Radishes have had a long relationship with man. Southern Asia is believed to be the country of origin since truly wild forms have been found there. Middle Asia and India appear to be secondary centers where many different forms developed subsequently. Third-century B.C. Greeks wrote of their radishes, and by 100 A.D., Roman writers described small and large types, mild and biting varieties, and round and long forms. A German botanist in 1544 reported radishes of 100 pounds. Radishes appear to be one of the first European crops introduced into the Americas, closely behind the arrival of Columbus. The white daikon (“big root” in Japanese) is common in Japan, and gardeners in increasing numbers are growing it here. The daikon has a milder, sweeter flavor than ordinary radishes.

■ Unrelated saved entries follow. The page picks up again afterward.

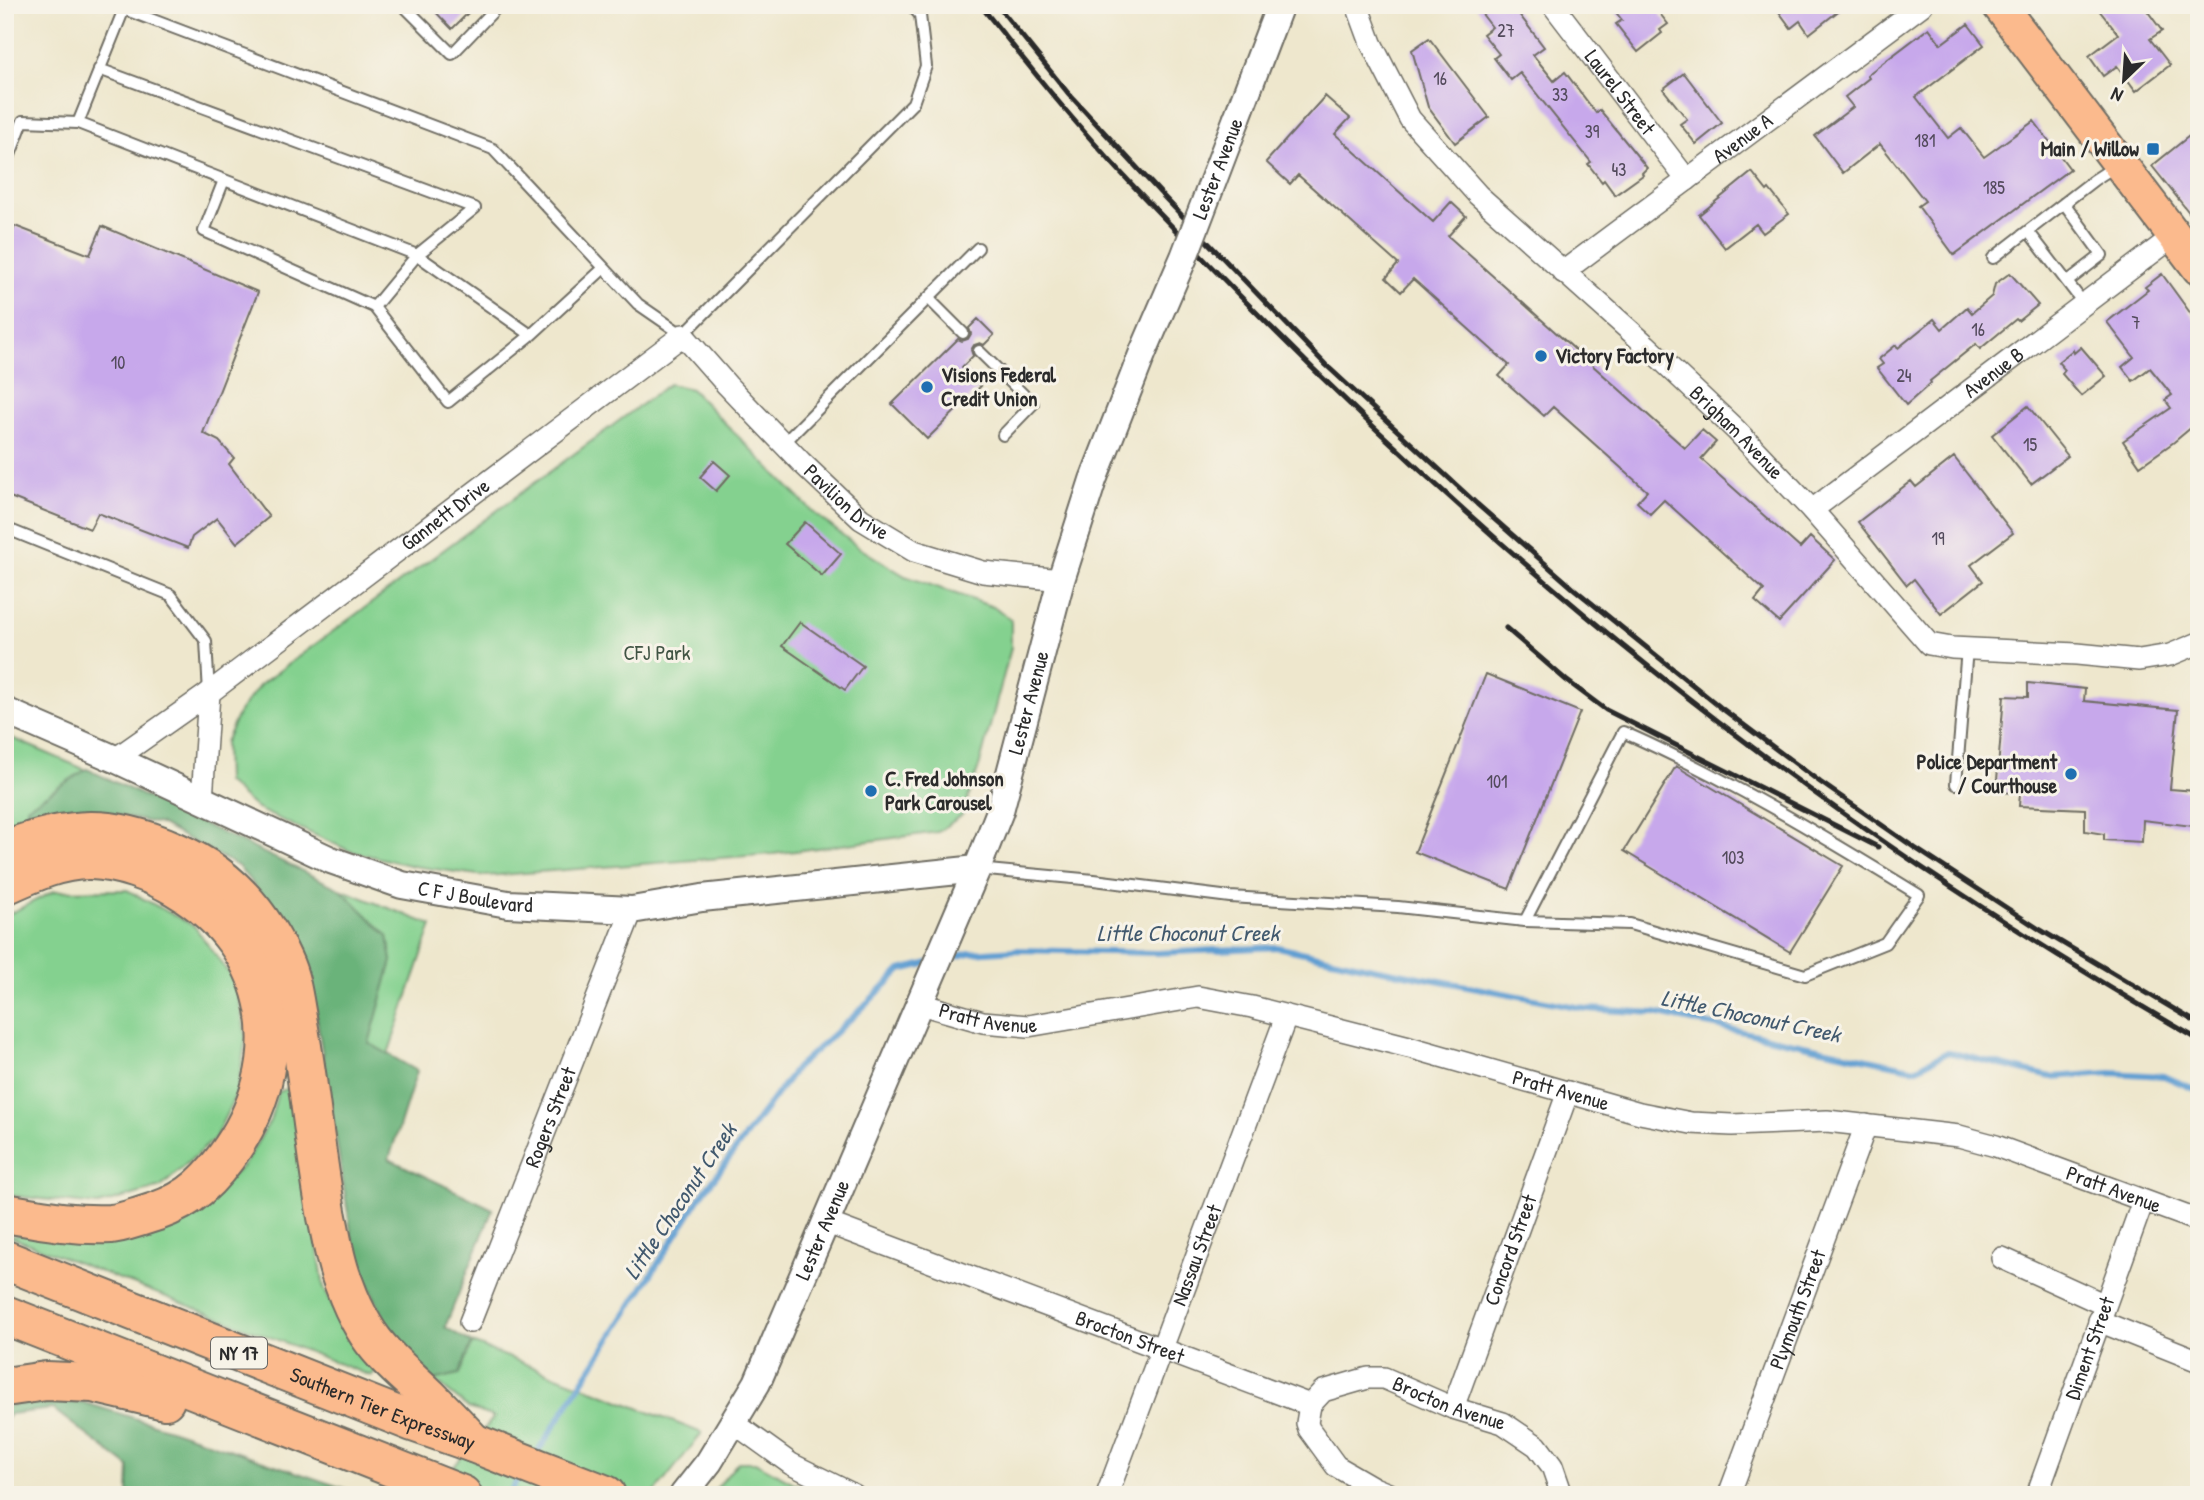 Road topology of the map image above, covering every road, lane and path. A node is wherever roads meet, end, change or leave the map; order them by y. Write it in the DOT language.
graph roads {
  1 [pos="403,5"];
  2 [pos="499,5"];
  3 [pos="911,5"];
  4 [pos="1280,5"];
  5 [pos="1357,5"];
  6 [pos="1553,5"];
  7 [pos="1922,5"];
  8 [pos="1999,5"];
  9 [pos="99,69"];
  10 [pos="78,123"];
  11 [pos="2119,163"];
  12 [pos="5,168"];
  13 [pos="224,180"];
  14 [pos="1687,180"];
  15 [pos="2064,203"];
  16 [pos="2028,231"];
  17 [pos="2174,236"];
  18 [pos="978,248"];
  19 [pos="417,255"];
  20 [pos="1993,258"];
  21 [pos="604,268"];
  22 [pos="2199,268"];
  23 [pos="1563,272"];
  24 [pos="2067,282"];
  25 [pos="928,298"];
  26 [pos="2084,304"];
  27 [pos="374,307"];
  28 [pos="963,333"];
  29 [pos="531,335"];
  30 [pos="683,335"];
  31 [pos="979,351"];
  32 [pos="1003,435"];
  33 [pos="783,444"];
  34 [pos="1812,510"];
  35 [pos="5,528"];
  36 [pos="1061,580"];
  37 [pos="2199,643"];
  38 [pos="1967,648"];
  39 [pos="209,693"];
  40 [pos="5,711"];
  41 [pos="115,759"];
  42 [pos="1956,784"];
  43 [pos="202,800"];
  44 [pos="5,850"];
  45 [pos="977,869"];
  46 [pos="5,885"];
  47 [pos="632,910"];
  48 [pos="1525,920"];
  49 [pos="923,997"];
  50 [pos="1286,1017"];
  51 [pos="1568,1091"];
  52 [pos="1866,1125"];
  53 [pos="2143,1201"];
  54 [pos="5,1213"];
  55 [pos="2199,1221"];
  56 [pos="825,1222"];
  57 [pos="2002,1258"];
  58 [pos="5,1260"];
  59 [pos="2102,1313"];
  60 [pos="5,1315"];
  61 [pos="470,1322"];
  62 [pos="1163,1350"];
  63 [pos="2199,1360"];
  64 [pos="5,1387"];
  65 [pos="1310,1405"];
  66 [pos="1453,1408"];
  67 [pos="734,1423"];
  68 [pos="473,1443"];
  69 [pos="367,1457"];
  70 [pos="449,1489"];
  71 [pos="606,1495"];
  72 [pos="683,1495"];
  73 [pos="854,1495"];
  74 [pos="1107,1495"];
  75 [pos="1391,1495"];
  76 [pos="1562,1495"];
  77 [pos="1729,1495"];
  78 [pos="2037,1495"];
  1 -- 2 [label="lane"];
  3 -- 30 [label="lane"];
  4 -- 36 [label="street, Lester Avenue, bridge"];
  5 -- 23 [label="street, Brigham Avenue"];
  6 -- 14 [label="street, Laurel Street"];
  7 -- 14 [label="street, Avenue A"];
  8 -- 11 [label="main road"];
  9 -- 10 [label="lane"];
  9 -- 19 [label="lane"];
  9 -- 21 [label="lane"];
  10 -- 12 [label="lane"];
  10 -- 13 [label="lane"];
  11 -- 15 [label="lane"];
  11 -- 17 [label="main road"];
  13 -- 19 [label="lane"];
  13 -- 27 [label="lane"];
  14 -- 23 [label="street, Avenue A"];
  15 -- 16 [label="lane"];
  15 -- 24 [label="lane"];
  16 -- 20 [label="lane"];
  16 -- 24 [label="lane"];
  17 -- 22 [label="main road"];
  17 -- 26 [label="street, Avenue B"];
  18 -- 25 [label="lane"];
  19 -- 27 [label="lane"];
  19 -- 29 [label="lane"];
  21 -- 29 [label="lane"];
  21 -- 30 [label="lane"];
  23 -- 34 [label="street, Brigham Avenue"];
  24 -- 26 [label="lane"];
  25 -- 28 [label="lane"];
  25 -- 33 [label="lane"];
  26 -- 34 [label="street, Avenue B"];
  27 -- 29 [label="lane"];
  30 -- 33 [label="street, Pavilion Drive"];
  30 -- 39 [label="street, Gannett Drive"];
  31 -- 32 [label="lane"];
  33 -- 36 [label="street, Pavilion Drive"];
  34 -- 38 [label="street, Brigham Avenue"];
  35 -- 39 [label="lane"];
  36 -- 45 [label="street, Lester Avenue"];
  37 -- 38 [label="street, Brigham Avenue"];
  38 -- 42 [label="lane"];
  39 -- 41 [label="street, Gannett Drive"];
  39 -- 43 [label="street"];
  40 -- 41 [label="street, C F J Boulevard"];
  41 -- 43 [label="street, C F J Boulevard"];
  43 -- 47 [label="street, C F J Boulevard"];
  44 -- 68 [label="highway"];
  45 -- 47 [label="street, C F J Boulevard"];
  45 -- 48 [label="lane"];
  45 -- 49 [label="street, Lester Avenue"];
  46 -- 54 [label="highway"];
  47 -- 61 [label="street, Rogers Street"];
  48 -- 48 [label="lane"];
  49 -- 50 [label="street, Pratt Avenue"];
  49 -- 56 [label="street, Lester Avenue"];
  50 -- 51 [label="street, Pratt Avenue"];
  50 -- 62 [label="street, Nassau Street"];
  51 -- 52 [label="street, Pratt Avenue"];
  51 -- 66 [label="street, Concord Street"];
  52 -- 53 [label="street, Pratt Avenue"];
  52 -- 77 [label="street, Plymouth Street"];
  53 -- 55 [label="street, Pratt Avenue"];
  53 -- 59 [label="street, Diment Street"];
  56 -- 62 [label="street, Brocton Street"];
  56 -- 67 [label="street, Lester Avenue"];
  57 -- 59 [label="street"];
  58 -- 68 [label="highway, Southern Tier Expressway / NY 17"];
  59 -- 63 [label="street"];
  59 -- 78 [label="street, Diment Street"];
  60 -- 69 [label="highway, NY 17"];
  62 -- 65 [label="street, Brocton Street"];
  62 -- 74 [label="street, Nassau Street"];
  64 -- 69 [label="highway"];
  65 -- 66 [label="street, Brocton Avenue"];
  65 -- 75 [label="street"];
  66 -- 76 [label="street, Brocton Avenue"];
  67 -- 72 [label="street, Lester Avenue"];
  67 -- 73 [label="street"];
  68 -- 71 [label="highway, Southern Tier Expressway / NY 17"];
  69 -- 70 [label="highway, NY 17"];
}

Radishes and radish sprouts are a very common ingredient in Chinese and Japanese cuisine, where they are eaten raw, simmered in soup, and used in sushi. They are rich in many vitamins and minerals.
Optimum Soil Ph: 5.5 to 6.8
Days To Maturity: 45
Sowing Method: Outdoors
When preparing the soil, avoid fresh manure and organic materials or fertilizers high in nitrogen. An overly rich soil will encourage lush foliage at the expense of crisp, tasty roots. When the radish seedlings are about two inches tall, thin the plants to three-inch spacings. If not thinned, you’re likely to end up with shriveled, inedible roots. Mulch the radishes with compost enriched with wood ashes. This not only keeps root maggots at bay, but also helps the soil retain moisture that could mean the difference between perfect and pitiful radishes. Water in moderation. If the soil is too dry, radishes will bolt and become pithy and too pungent to eat. If too wet, the roots will split and rot. Never let the soil dry out, but don’t keep it mucky, either. Radishes are superb companion plants, particularly when used to draw aphids, flea beetles, and other pests away from peppers, squash, cukes, and other vegetables.